Why it doesn't matter whether censorware works or not

Publication date: 12 December 2000.
Last modified 03-Dec-2011.

 

Porn. Smut. Naked people.

And, just for the professional naughtiness-searchers, pron, and pr0n.

Oh, what the heck. Let's say "Japanese schoolgirls" too.

This page now won't be accessible to users of various half-baked censorware products.

Which is not news, of course. "Blacklist" Internet filtering software - whose central feature is an allegedly carefully vetted categorised list of sites which it uses to prevent people from seeing content on certain subjects - is renowned for blocking too many things.

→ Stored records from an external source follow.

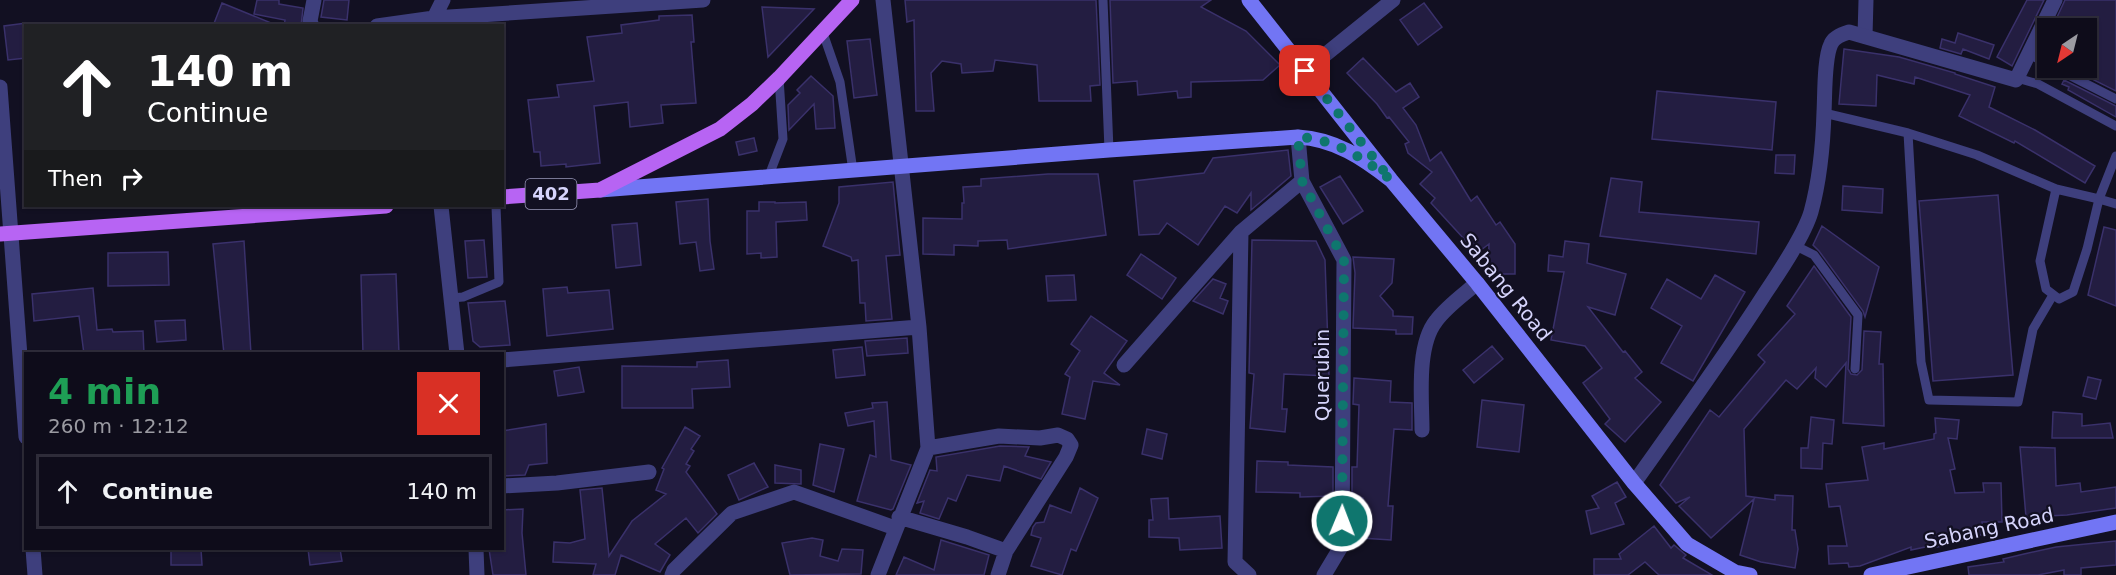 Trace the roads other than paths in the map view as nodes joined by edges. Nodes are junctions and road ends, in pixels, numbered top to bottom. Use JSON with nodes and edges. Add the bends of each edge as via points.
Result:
{"nodes":[{"id":1,"x":314,"y":0,"type":"edge"},
{"id":2,"x":443,"y":0,"type":"edge"},
{"id":3,"x":703,"y":0,"type":"edge"},
{"id":4,"x":852,"y":0,"type":"edge"},
{"id":5,"x":883,"y":0,"type":"edge"},
{"id":6,"x":1103,"y":0,"type":"edge"},
{"id":7,"x":1249,"y":0,"type":"edge"},
{"id":8,"x":1393,"y":0,"type":"edge"},
{"id":9,"x":1866,"y":0,"type":"edge"},
{"id":10,"x":2055,"y":0,"type":"edge"},
{"id":11,"x":434,"y":22,"type":"edge"},
{"id":12,"x":311,"y":24,"type":"edge"},
{"id":13,"x":406,"y":24,"type":"edge"},
{"id":14,"x":823,"y":33,"type":"junction"},
{"id":15,"x":1865,"y":36,"type":"junction"},
{"id":16,"x":2029,"y":54,"type":"junction"},
{"id":17,"x":2037,"y":58,"type":"edge"},
{"id":18,"x":1305,"y":71,"type":"junction"},
{"id":19,"x":779,"y":78,"type":"junction"},
{"id":20,"x":2017,"y":78,"type":"junction"},
{"id":21,"x":2075,"y":78,"type":"edge"},
{"id":22,"x":0,"y":87,"type":"edge"},
{"id":23,"x":2116,"y":99,"type":"edge"},
{"id":24,"x":1824,"y":113,"type":"junction"},
{"id":25,"x":2116,"y":126,"type":"edge"},
{"id":26,"x":1908,"y":133,"type":"junction"},
{"id":27,"x":1298,"y":137,"type":"junction"},
{"id":28,"x":1109,"y":150,"type":"junction"},
{"id":29,"x":2116,"y":156,"type":"edge"},
{"id":30,"x":901,"y":167,"type":"junction"},
{"id":31,"x":853,"y":171,"type":"junction"},
{"id":32,"x":768,"y":178,"type":"junction"},
{"id":33,"x":1391,"y":180,"type":"junction"},
{"id":34,"x":1302,"y":181,"type":"junction"},
{"id":35,"x":2056,"y":189,"type":"junction"},
{"id":36,"x":600,"y":190,"type":"junction"},
{"id":37,"x":504,"y":197,"type":"edge"},
{"id":38,"x":2099,"y":199,"type":"junction"},
{"id":39,"x":2116,"y":204,"type":"edge"},
{"id":40,"x":373,"y":207,"type":"edge"},
{"id":41,"x":441,"y":207,"type":"edge"},
{"id":42,"x":496,"y":207,"type":"edge"},
{"id":43,"x":1241,"y":232,"type":"junction"},
{"id":44,"x":5,"y":234,"type":"edge"},
{"id":45,"x":1794,"y":245,"type":"junction"},
{"id":46,"x":1477,"y":283,"type":"junction"},
{"id":47,"x":2054,"y":295,"type":"junction"},
{"id":48,"x":451,"y":298,"type":"junction"},
{"id":49,"x":918,"y":327,"type":"junction"},
{"id":50,"x":457,"y":352,"type":"edge"},
{"id":51,"x":504,"y":360,"type":"edge"},
{"id":52,"x":1124,"y":364,"type":"dead end"},
{"id":53,"x":1856,"y":369,"type":"dead end"},
{"id":54,"x":24,"y":399,"type":"edge"},
{"id":55,"x":1422,"y":430,"type":"dead end"},
{"id":56,"x":928,"y":448,"type":"junction"},
{"id":57,"x":649,"y":472,"type":"dead end"},
{"id":58,"x":1634,"y":483,"type":"junction"},
{"id":59,"x":504,"y":486,"type":"edge"},
{"id":60,"x":2116,"y":522,"type":"edge"},
{"id":61,"x":897,"y":523,"type":"junction"},
{"id":62,"x":33,"y":550,"type":"edge"},
{"id":63,"x":476,"y":550,"type":"edge"},
{"id":64,"x":1006,"y":551,"type":"junction"},
{"id":65,"x":35,"y":575,"type":"edge"},
{"id":66,"x":477,"y":575,"type":"edge"},
{"id":67,"x":672,"y":575,"type":"edge"},
{"id":68,"x":878,"y":575,"type":"edge"},
{"id":69,"x":998,"y":575,"type":"edge"},
{"id":70,"x":1249,"y":575,"type":"edge"},
{"id":71,"x":1324,"y":575,"type":"edge"},
{"id":72,"x":1750,"y":575,"type":"edge"},
{"id":73,"x":1871,"y":575,"type":"edge"}],
"edges":[{"from":1,"to":12,"type":"street"},
{"from":2,"to":11,"type":"street"},
{"from":3,"to":11,"type":"street"},
{"from":4,"to":14,"type":"main road"},
{"from":5,"to":30,"type":"street"},
{"from":6,"to":28,"type":"lane"},
{"from":7,"to":18,"type":"main road","name":"Sabang Road"},
{"from":8,"to":18,"type":"street"},
{"from":9,"to":15,"type":"street"},
{"from":10,"to":16,"type":"street"},
{"from":11,"to":13,"type":"street"},
{"from":14,"to":19,"type":"main road"},
{"from":14,"to":31,"type":"lane","via":[[840,82]]},
{"from":15,"to":20,"type":"street"},
{"from":15,"to":24,"type":"street","via":[[1849,32],[1839,35],[1831,44]]},
{"from":16,"to":17,"type":"lane"},
{"from":16,"to":20,"type":"street"},
{"from":18,"to":33,"type":"main road","name":"Sabang Road"},
{"from":19,"to":32,"type":"lane","via":[[783,139]]},
{"from":19,"to":36,"type":"main road","via":[[720,129]]},
{"from":20,"to":25,"type":"lane","via":[[2038,84]]},
{"from":21,"to":23,"type":"lane"},
{"from":22,"to":44,"type":"street"},
{"from":24,"to":26,"type":"lane"},
{"from":24,"to":45,"type":"street","via":[[1818,186],[1810,215]]},
{"from":26,"to":35,"type":"lane","via":[[1977,155]]},
{"from":26,"to":47,"type":"lane","via":[[1921,362],[1929,400],[2018,402],[2033,329]]},
{"from":27,"to":28,"type":"main road","number":"402"},
{"from":27,"to":33,"type":"main road","number":"402","via":[[1349,150]]},
{"from":27,"to":34,"type":"street"},
{"from":28,"to":30,"type":"main road","number":"402"},
{"from":29,"to":38,"type":"lane"},
{"from":30,"to":31,"type":"main road","number":"402"},
{"from":30,"to":49,"type":"street"},
{"from":31,"to":32,"type":"main road","number":"402"},
{"from":32,"to":36,"type":"main road","number":"402"},
{"from":33,"to":46,"type":"main road","name":"Sabang Road","number":"402"},
{"from":34,"to":43,"type":"street"},
{"from":34,"to":71,"type":"street","name":"Querubin","via":[[1344,260],[1342,545]]},
{"from":35,"to":38,"type":"lane"},
{"from":35,"to":47,"type":"lane","via":[[2040,261],[2046,290]]},
{"from":36,"to":37,"type":"main road","number":"402"},
{"from":38,"to":39,"type":"lane"},
{"from":38,"to":47,"type":"lane","via":[[2073,292],[2059,299]]},
{"from":40,"to":44,"type":"main road"},
{"from":41,"to":48,"type":"street"},
{"from":42,"to":48,"type":"lane","via":[[499,282]]},
{"from":43,"to":52,"type":"street"},
{"from":43,"to":70,"type":"street","via":[[1235,561]]},
{"from":44,"to":54,"type":"street"},
{"from":45,"to":53,"type":"lane","via":[[1814,255],[1858,315]]},
{"from":45,"to":58,"type":"street","via":[[1710,376]]},
{"from":46,"to":55,"type":"street","via":[[1435,322],[1427,341]]},
{"from":46,"to":58,"type":"main road","name":"Sabang Road","number":"402"},
{"from":48,"to":50,"type":"street"},
{"from":49,"to":51,"type":"street"},
{"from":49,"to":56,"type":"street"},
{"from":56,"to":61,"type":"street"},
{"from":56,"to":64,"type":"street","via":[[999,436],[1058,435],[1067,439],[1071,445],[1066,458]]},
{"from":57,"to":59,"type":"street"},
{"from":58,"to":72,"type":"main road","name":"Sabang Road","number":"402","via":[[1687,544],[1735,572]]},
{"from":60,"to":73,"type":"main road","name":"Sabang Road"},
{"from":61,"to":64,"type":"street","via":[[967,537]]},
{"from":61,"to":67,"type":"street","via":[[794,492],[732,513]]},
{"from":61,"to":68,"type":"street"},
{"from":62,"to":65,"type":"street"},
{"from":63,"to":66,"type":"street"},
{"from":64,"to":69,"type":"street"}]}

You may be able to turn off the real-time naughty word filtering that stops you doing things like reading pages about women called Maryanne (because the string "aryan" is in the name...), but the blacklist is based on the same technology, and it's mathematically impossible for the censorware companies to have humans look at all of the entries. So, sooner or later, innocent-ish pages like this one get blocked, in one or another blacklist update.

People with more experience in the field than me have summed up the problems with censorware more eloquently than I can.

In essence, the major argument against censorware itself - as distinct from the companies that create it, and their politics - is that it cannot avoid being over-broad in what it blocks.

Censorware makers can apply all the energy they like to getting their categorisation as correct as they can and weeding out things they blocked by accident, but with well over a billion Web pages to index and well over a hundred million individual Internet hosts, it's just impossible for them not to paint the world with a darn broad brush.

Hang the politics of it, for the time being. People who live in countries where they actually have Constitutionally guaranteed freedom of speech can field that ball; I'm in Australia, where we don't. What interests me is - if censorware, generally speaking, works poorly, why do people keep buying it?

Moreover, why on earth do politicians make laws requiring it to be used, by schools and libraries?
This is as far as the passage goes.